Here is the dilemma – #1 I know I’m not his girlfriend. He’s not my boyfriend, we aren’t dating blah blah blah I know these things BUT in the same respect, I value him and what we have and I have so much respect for him as a friend that I expect more. I expect him to know not to ask me that. Issue #2 is that after I called him out on the bullshit, he was like I understand you’re irritated but my friends wanted me to ask you and I thought you would know it was ridiculous and wouldn’t take it seriously.uhh no Say WHAT? Here’s what I take from that: he couldn’t give a rat’s ass about me or my feelings. Am I overreacting? Probably so, I’m hormonal and I know it but that’s just how it is. But really guys am I that off base? As far as I know, we’ve been close friends for three years now – yet his coworkers ask him to send me a text like that and he doesn’t stop to think “Heyyyy… this will probably hurt Katie’s feelings… maybe I shouldn’t ask her that.” But no. He didn’t even stop to think about me and that’s a problem. We kindaaaa just blew over the fall out and moved on but as you can see, I’m still harboring some mixed emotions about the whole sitch. I suck at communicating my feelings ((in person – I can write for days)) but I think I’m going to grow a pair and talk these things out with him this weekend. If I do, you guys will be the first… well not really my friends come first… but you will for sure be a close 5th to know! Thanks for listening you guys… and I know if the talk doesn’t go as planned, there is always vodka to fall back on!

Friendship.

Hello Hello HELLOOOO. Remember me? No?
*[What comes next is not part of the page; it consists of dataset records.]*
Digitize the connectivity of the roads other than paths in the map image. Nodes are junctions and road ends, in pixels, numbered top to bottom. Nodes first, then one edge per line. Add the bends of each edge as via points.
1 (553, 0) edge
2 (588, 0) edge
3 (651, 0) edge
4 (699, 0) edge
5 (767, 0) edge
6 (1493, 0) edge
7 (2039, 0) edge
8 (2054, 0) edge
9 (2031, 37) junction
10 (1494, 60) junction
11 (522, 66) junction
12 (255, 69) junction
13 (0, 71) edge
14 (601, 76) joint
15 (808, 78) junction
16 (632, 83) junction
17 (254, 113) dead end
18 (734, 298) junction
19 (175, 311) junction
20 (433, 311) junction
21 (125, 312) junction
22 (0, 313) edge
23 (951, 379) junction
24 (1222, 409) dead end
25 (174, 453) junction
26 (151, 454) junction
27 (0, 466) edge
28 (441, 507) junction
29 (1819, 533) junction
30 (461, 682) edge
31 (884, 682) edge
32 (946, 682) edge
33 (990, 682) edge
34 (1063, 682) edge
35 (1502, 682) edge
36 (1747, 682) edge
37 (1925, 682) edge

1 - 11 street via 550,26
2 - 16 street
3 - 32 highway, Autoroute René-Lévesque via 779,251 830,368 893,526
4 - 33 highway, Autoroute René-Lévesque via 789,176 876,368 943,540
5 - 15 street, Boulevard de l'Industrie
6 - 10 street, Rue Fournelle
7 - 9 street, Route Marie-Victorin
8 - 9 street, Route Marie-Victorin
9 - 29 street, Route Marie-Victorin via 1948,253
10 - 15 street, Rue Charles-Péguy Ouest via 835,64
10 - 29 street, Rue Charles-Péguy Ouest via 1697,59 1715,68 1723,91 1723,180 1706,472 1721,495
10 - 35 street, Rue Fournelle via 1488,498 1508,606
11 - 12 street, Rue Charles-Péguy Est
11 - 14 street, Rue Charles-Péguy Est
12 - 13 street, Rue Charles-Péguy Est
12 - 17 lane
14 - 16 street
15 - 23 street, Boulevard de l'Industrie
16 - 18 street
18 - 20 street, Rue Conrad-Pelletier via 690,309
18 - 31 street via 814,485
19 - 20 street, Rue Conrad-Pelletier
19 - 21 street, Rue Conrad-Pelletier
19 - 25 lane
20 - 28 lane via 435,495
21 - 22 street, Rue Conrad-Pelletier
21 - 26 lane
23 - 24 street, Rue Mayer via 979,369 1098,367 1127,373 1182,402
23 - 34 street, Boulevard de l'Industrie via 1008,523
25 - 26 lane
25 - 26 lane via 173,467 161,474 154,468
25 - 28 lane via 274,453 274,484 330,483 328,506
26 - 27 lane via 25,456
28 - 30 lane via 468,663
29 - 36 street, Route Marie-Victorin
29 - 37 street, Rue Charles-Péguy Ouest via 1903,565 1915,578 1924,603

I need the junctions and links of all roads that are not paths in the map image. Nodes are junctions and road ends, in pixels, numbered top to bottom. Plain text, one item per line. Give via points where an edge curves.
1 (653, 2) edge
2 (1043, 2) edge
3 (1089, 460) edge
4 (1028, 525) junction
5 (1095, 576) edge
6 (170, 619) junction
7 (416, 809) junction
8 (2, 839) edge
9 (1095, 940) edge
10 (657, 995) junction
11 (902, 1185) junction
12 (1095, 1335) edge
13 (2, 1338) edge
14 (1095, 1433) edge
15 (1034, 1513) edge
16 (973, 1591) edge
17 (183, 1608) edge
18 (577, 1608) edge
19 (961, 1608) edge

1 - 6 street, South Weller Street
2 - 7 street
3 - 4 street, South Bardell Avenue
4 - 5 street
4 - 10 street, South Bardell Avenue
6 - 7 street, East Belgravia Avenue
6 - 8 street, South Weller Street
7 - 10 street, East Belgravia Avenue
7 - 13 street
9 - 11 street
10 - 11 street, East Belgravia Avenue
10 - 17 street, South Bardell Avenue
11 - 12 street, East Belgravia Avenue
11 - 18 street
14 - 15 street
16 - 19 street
Yeah, I know… I’m sorry I’ve been mia as of late but these last few weeks have been absolutely packed!! But I’m making time for you now so please forgive me for neglecting my blog. This is going to be a little somber of a post but it’s been a bit rough lately. Dealing with guy drama is normal for me but when I have to deal with work, friendships, guys and family stuff at the same time – everything gets a little out of control and weird and depressing and scary all at once. It’s overwhelming. I’m overwhelmed.
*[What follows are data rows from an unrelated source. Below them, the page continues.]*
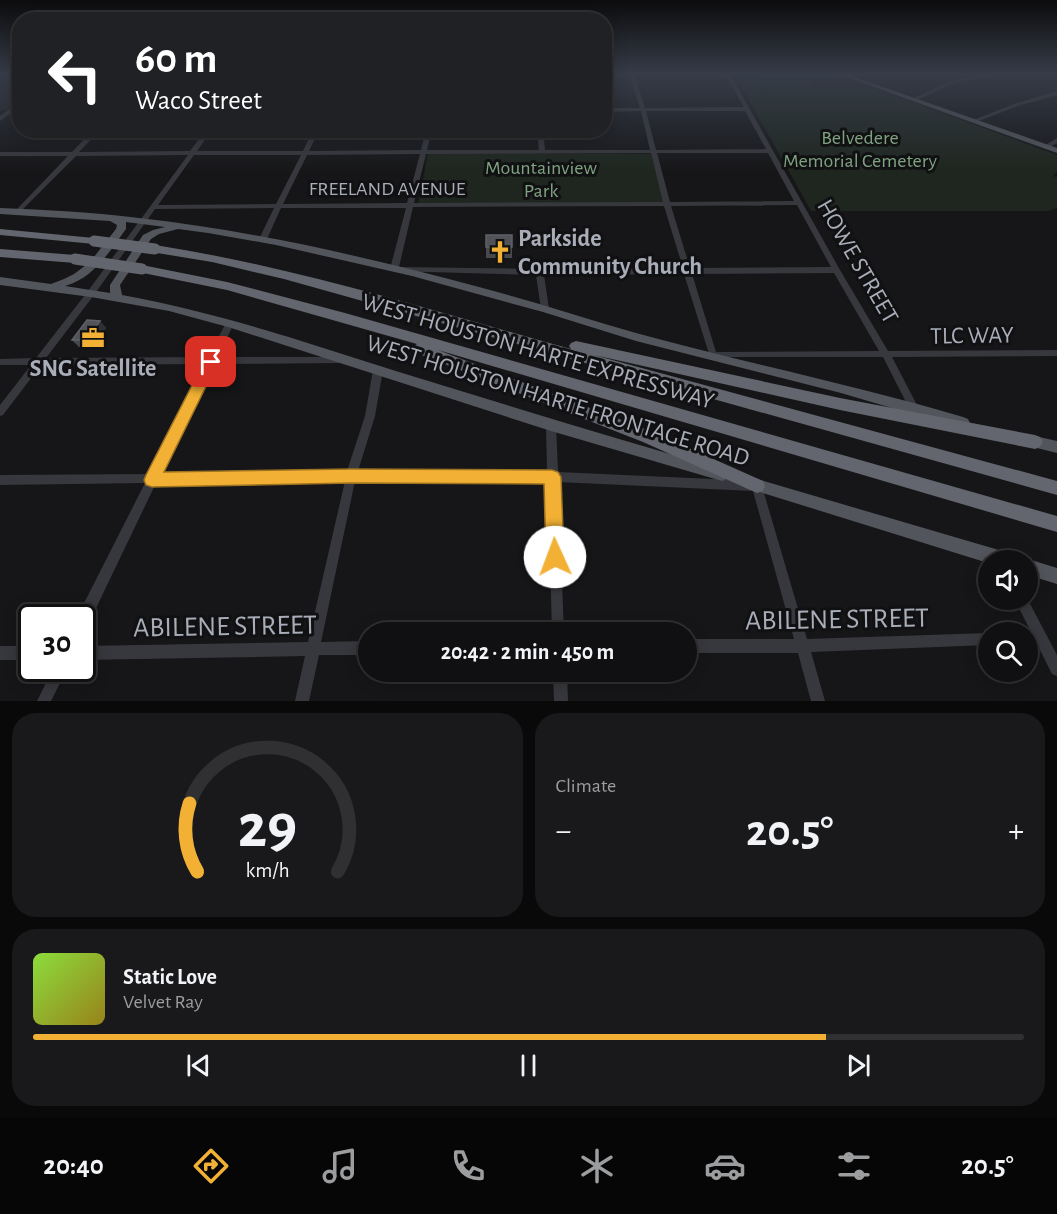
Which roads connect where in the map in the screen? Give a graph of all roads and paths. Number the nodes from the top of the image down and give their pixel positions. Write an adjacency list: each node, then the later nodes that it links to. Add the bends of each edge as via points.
1 (936, 107): 11 (main road)
2 (1012, 107): 11 (street)
3 (644, 109): 4 (street); 6 (street); 21 (street)
4 (748, 109): 19 (street, HOWE STREET)
5 (12, 110): 8 (street)
6 (612, 110)
7 (0, 113): 8 (street)
8 (8, 113): 9 (street); 10 (street)
9 (12, 113)
10 (0, 119)
11 (974, 121): 18 (main road)
12 (89, 138): 26 (street)
13 (203, 138): 27 (street)
14 (312, 138): 22 (street)
15 (427, 138): 23 (street)
16 (541, 138): 24 (street)
17 (1057, 140): 18 (street)
18 (1046, 147): 20 (main road)
19 (771, 151): 21 (street); 28 (street, HOWE STREET)
20 (1057, 151)
21 (654, 152): 24 (street); 29 (street)
22 (305, 153): 23 (street); 27 (street); 30 (street)
23 (423, 153): 24 (street); 31 (street)
24 (542, 153)
25 (0, 154): 26 (street)
26 (74, 154): 27 (street); 34 (street)
27 (192, 154): 32 (street)
28 (799, 203): 29 (street, FREELAND AVENUE); 42 (street, HOWE STREET)
29 (667, 205): 31 (street, FREELAND AVENUE); 43 (street)
30 (280, 206): 31 (street, FREELAND AVENUE); 32 (street, FREELAND AVENUE); 39 (street)
31 (411, 206): 41 (street)
32 (154, 207): 36 (street)
33 (0, 211): 34 (main road)
34 (18, 211): 35 (main road)
35 (109, 217): 36 (main road); 46 (main road, via 122,224 121,229 87,273 72,281)
36 (144, 221): 37 (main road); 47 (street)
37 (184, 226): 39 (main road); 48 (main road, via 147,237 115,285)
38 (0, 232): 49 (highway, WEST HOUSTON HARTE EXPRESSWAY, bridge, via 50,235 212,258)
39 (263, 239): 41 (main road)
40 (0, 253): 51 (highway, WEST HOUSTON HARTE EXPRESSWAY, bridge, via 142,269 227,286)
41 (394, 269): 44 (street); 50 (main road)
42 (836, 270): 43 (street); 55 (street, HOWE STREET)
43 (687, 271): 44 (street); 54 (street)
44 (540, 272): 50 (street)
45 (0, 281): 46 (main road, WEST HOUSTON HARTE FRONTAGE ROAD)
46 (46, 286): 47 (main road, WEST HOUSTON HARTE FRONTAGE ROAD)
47 (91, 293): 48 (main road, WEST HOUSTON HARTE FRONTAGE ROAD); 58 (street)
48 (118, 298): 52 (main road, WEST HOUSTON HARTE FRONTAGE ROAD)
49 (384, 302): 64 (highway, via 840,404); 71 (highway, WEST HOUSTON HARTE EXPRESSWAY)
50 (545, 309): 54 (main road)
51 (345, 318): 70 (highway, via 648,437); 72 (highway, WEST HOUSTON HARTE EXPRESSWAY)
52 (230, 323): 56 (main road, WEST HOUSTON HARTE FRONTAGE ROAD); 59 (street)
53 (1057, 353): 55 (street, TLC WAY)
54 (713, 355): 55 (street, TLC WAY); 61 (main road)
55 (887, 356): 61 (street, HOWE STREET)
56 (343, 360): 59 (street); 60 (main road, WEST HOUSTON HARTE FRONTAGE ROAD)
57 (0, 362): 58 (street)
58 (40, 362): 59 (street); 62 (street)
59 (211, 362): 69 (street)
60 (378, 370): 63 (main road, WEST HOUSTON HARTE FRONTAGE ROAD); 66 (street, via 370,416)
61 (913, 407): 64 (main road)
62 (0, 412)
63 (551, 425): 67 (street); 70 (main road, WEST HOUSTON HARTE FRONTAGE ROAD)
64 (1035, 442): 65 (main road)
65 (1057, 447)
66 (351, 476): 67 (street); 69 (street); 82 (street)
67 (552, 477): 70 (street); 77 (street)
68 (0, 480): 69 (street)
69 (152, 480): 76 (street)
70 (757, 486): 73 (main road, WEST HOUSTON HARTE FRONTAGE ROAD); 81 (street)
71 (1057, 488)
72 (1057, 524)
73 (978, 552)
74 (1038, 570): 75 (main road)
75 (1057, 576)
76 (91, 604)
77 (558, 622)
78 (978, 639): 81 (street, ABILENE STREET)
79 (1038, 643): 87 (street)
80 (697, 646): 81 (street, ABILENE STREET)
81 (801, 646): 93 (street)
82 (315, 648): 83 (street, ABILENE STREET); 86 (street, ABILENE STREET); 91 (street)
83 (358, 648)
84 (0, 653): 85 (street)
85 (18, 653)
86 (96, 653)
87 (1057, 669)
88 (54, 682): 90 (street)
89 (560, 682): 92 (street)
90 (44, 701)
91 (302, 701)
92 (561, 701)
93 (818, 701)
They say bad news comes in threes… well when it comes to me, I believe that it comes in the tens. Stressing over money… or the lack of it, praying that I passed my teaching certification so that maybe I can get my life together and have a career, having one of your best friends pissed at you and then finding out your favorite aunt has cancer and doesn’t want to fight it and that your great-grandfather is on his last leg is a lot to handle. I think it would be a lot for anyone to handle… I don’t think it’s just me. It’s times like these where you put things into perspective. Trivial things like a fight with a friend about something that happened in the past doesn’t seem as important when you have things like death lingering around you but then again, not having that friend when you are dealing with these things brings it back around full circle where you need to take the time to fix it. I pride myself on my honesty… I think sometimes that maybe I am too honest but I think that my feelings are important. I will always believe that speaking your mind is the right thing to do, even if it hurts someone’s feelings. My friend and I currently have a difference of opinion but I think it’s important to talk about it. I think our friendship is important enough to talk it out. I suggested doing it over drinks because I’m a firm believer that the best convos happen over cocktails. There’s a little more openness and truthfulness with alcohol that make conversations a lot more real and if it leads to an argument… well, that’s ok! Because it’s ok to argue. We all know that the ones that drive you crazy are the ones that you love the most, so it’s ok to get mad and to voice how you feel but I also think it’s ok to be modest enough to apologize. Apologize and don’t ever hold a grudge… you never know when the last words you say to someone will be your last.

I believe it’s important to see both sides to an argument and to move on. I believe having solid friendships is healthy and listening will go a long way. I don’t believe in the silent treatment, but am guilty of doing it. I believe in love and I believe in bonds between the people you are closest with and that everything can be ok. I believe in happy endings.